Fernanda Oliveira Tavares de Souza e Ricardo Ciriaco *
Domingo, 29/06/2008 18:47
Divergências doutrinárias e jurisprudenciais
Resumo: Noções gerais sobre o instituto jurídico da prescrição. As peculiaridades da prescrição na fase de execução do processo trabalhista. Análise das hipóteses de prescrição intercorrente. Palavras chaves: prescrição na execução trabalhista, prescrição intercorrente, súmula 114 do TST, súmula 327 do STF.
A abordagem das possibilidades de ocorrência de prescrição na fase da execução do processo do trabalho resume o objetivo do estudo. A intenção não é discorrer com profundidade sobre o instituto da prescrição, tema que desperta grande interesse entre os acadêmicos do curso de Direito. Também não se pretende apresentar as características e particularidade da execução trabalhista.
O estudo se propõe a discutir os efeitos decorrentes da inércia do autor da reclamação trabalhista em promover a execução do título exeqüendo, mesmo sendo a execução uma fase contínua do processo de conhecimento, e não mais um processo autônomo como era previsto anteriormente.
Dois são os pontos principais do estudo: o delineamento conceitual do instituto da prescrição - e, no particular, da prescrição intercorrente - e a possibilidade de ocorrência, na prática, da prescrição intercorrente na fase de execução do processo do trabalho. A relevância do tema se dá em razão das discussões na doutrina e na jurisprudência em torno da conceituação do instituto e da sua aplicabilidade.

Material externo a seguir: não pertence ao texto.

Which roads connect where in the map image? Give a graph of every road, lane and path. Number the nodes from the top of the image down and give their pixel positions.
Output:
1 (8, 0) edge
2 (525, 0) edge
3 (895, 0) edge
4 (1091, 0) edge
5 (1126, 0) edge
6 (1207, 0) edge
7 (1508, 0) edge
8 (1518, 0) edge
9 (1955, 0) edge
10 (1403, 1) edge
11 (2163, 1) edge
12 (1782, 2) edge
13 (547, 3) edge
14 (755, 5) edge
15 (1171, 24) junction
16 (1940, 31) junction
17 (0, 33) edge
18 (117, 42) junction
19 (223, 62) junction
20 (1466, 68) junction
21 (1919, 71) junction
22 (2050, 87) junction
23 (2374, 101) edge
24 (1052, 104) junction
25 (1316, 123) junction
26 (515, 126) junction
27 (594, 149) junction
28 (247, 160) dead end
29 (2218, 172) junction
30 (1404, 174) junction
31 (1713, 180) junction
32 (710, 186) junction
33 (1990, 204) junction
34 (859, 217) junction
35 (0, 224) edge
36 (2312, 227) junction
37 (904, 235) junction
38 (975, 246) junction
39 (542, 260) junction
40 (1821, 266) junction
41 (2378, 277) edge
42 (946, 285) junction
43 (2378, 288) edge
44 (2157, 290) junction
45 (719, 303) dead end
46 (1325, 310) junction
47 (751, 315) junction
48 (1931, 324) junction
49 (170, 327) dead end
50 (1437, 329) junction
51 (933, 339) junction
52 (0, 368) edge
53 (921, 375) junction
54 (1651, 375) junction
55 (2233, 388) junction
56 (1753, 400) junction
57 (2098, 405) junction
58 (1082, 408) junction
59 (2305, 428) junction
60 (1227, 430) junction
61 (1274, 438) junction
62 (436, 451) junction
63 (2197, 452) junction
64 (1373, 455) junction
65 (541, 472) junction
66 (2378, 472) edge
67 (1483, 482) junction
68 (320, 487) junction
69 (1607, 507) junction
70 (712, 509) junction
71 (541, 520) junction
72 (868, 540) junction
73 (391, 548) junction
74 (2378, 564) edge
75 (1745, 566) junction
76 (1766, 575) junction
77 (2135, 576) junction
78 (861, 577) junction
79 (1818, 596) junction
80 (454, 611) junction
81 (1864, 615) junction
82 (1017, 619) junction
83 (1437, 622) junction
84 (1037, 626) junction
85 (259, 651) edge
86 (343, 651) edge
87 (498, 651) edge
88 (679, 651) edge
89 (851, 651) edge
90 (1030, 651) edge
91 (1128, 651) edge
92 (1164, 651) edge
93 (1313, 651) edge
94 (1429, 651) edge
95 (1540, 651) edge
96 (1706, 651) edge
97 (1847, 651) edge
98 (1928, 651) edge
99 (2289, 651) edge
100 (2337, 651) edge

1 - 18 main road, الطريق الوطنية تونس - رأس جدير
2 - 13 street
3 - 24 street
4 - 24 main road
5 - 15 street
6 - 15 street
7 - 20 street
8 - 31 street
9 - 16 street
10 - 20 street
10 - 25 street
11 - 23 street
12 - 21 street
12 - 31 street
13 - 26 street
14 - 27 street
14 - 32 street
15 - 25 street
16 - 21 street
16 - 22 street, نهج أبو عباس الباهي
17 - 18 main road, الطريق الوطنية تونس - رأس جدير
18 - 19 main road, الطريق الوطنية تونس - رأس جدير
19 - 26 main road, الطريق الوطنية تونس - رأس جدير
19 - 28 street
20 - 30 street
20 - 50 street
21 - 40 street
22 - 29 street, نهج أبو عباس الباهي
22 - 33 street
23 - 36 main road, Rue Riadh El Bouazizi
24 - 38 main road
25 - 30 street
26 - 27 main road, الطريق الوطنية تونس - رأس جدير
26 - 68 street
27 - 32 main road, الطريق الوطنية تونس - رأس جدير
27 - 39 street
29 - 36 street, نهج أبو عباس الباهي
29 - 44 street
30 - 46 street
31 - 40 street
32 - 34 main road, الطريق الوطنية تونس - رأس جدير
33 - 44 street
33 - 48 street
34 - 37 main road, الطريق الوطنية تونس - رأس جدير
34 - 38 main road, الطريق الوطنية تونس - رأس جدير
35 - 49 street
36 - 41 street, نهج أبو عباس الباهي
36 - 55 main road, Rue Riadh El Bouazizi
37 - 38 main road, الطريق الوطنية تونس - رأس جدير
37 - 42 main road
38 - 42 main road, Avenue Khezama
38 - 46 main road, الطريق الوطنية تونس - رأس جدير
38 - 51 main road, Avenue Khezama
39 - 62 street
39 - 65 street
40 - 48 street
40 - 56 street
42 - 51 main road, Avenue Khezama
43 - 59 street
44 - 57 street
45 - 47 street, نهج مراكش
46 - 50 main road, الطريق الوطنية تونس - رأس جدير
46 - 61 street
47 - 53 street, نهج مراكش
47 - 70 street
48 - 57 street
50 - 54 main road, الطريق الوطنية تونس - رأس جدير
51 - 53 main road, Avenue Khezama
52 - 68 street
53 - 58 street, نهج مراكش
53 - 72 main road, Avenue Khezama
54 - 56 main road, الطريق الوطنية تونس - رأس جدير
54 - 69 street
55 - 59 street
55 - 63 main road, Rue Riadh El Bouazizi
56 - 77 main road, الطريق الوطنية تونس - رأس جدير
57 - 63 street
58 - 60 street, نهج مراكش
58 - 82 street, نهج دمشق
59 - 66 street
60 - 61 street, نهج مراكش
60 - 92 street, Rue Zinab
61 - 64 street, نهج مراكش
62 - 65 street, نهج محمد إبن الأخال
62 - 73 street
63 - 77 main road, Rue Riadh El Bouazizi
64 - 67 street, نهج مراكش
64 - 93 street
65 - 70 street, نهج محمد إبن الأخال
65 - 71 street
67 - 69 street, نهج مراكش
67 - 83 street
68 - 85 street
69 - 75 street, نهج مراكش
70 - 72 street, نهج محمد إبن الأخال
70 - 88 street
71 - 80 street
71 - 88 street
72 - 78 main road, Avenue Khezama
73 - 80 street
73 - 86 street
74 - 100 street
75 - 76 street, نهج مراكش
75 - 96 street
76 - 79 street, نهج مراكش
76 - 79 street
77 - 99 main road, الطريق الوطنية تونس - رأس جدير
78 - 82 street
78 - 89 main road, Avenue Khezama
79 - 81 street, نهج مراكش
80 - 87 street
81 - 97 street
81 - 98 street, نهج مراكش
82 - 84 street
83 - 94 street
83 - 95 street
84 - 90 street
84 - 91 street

A Constituição Federal (CF) trata da prescrição no âmbito do Direito do Trabalho, mas não traz possibilidade específica da hipótese de prescrição intercorrente. Já determinadas leis infraconstitucionais, como a Consolidação da Legislação Trabalhista (CLT) e a Lei de Execuções Fiscais, de aplicação subsidiária ao processo do trabalho, apresentam hipóteses de argüição de prescrição intercorrente. No entanto, o dispositivo da CLT não é claro, cabendo nesse caso uma análise detalhada. Já a Lei de Execuções Fiscais prevê declaradamente o instituto da prescrição.
Para causar maior debate no mundo jurídico, tem-se ainda a discordância entre o Supremo Tribunal Federal (STF) e o Tribunal Superior do Trabalho (TST), com edição de súmulas que tratam do tema em sentidos opostos. A Justiça do Trabalho possui peculiaridades que em uma avaliação inicial fazem parecer inviável a aplicação da prescrição intercorrente. Entretanto a análise deve ser profunda, já que o ordenamento jurídico brasileiro repudia as denominadas “lides perpétuas”. Assim, não se pode negar que a elucidação de alguns é essencial para a adoção coerente de qualquer que seja a posição.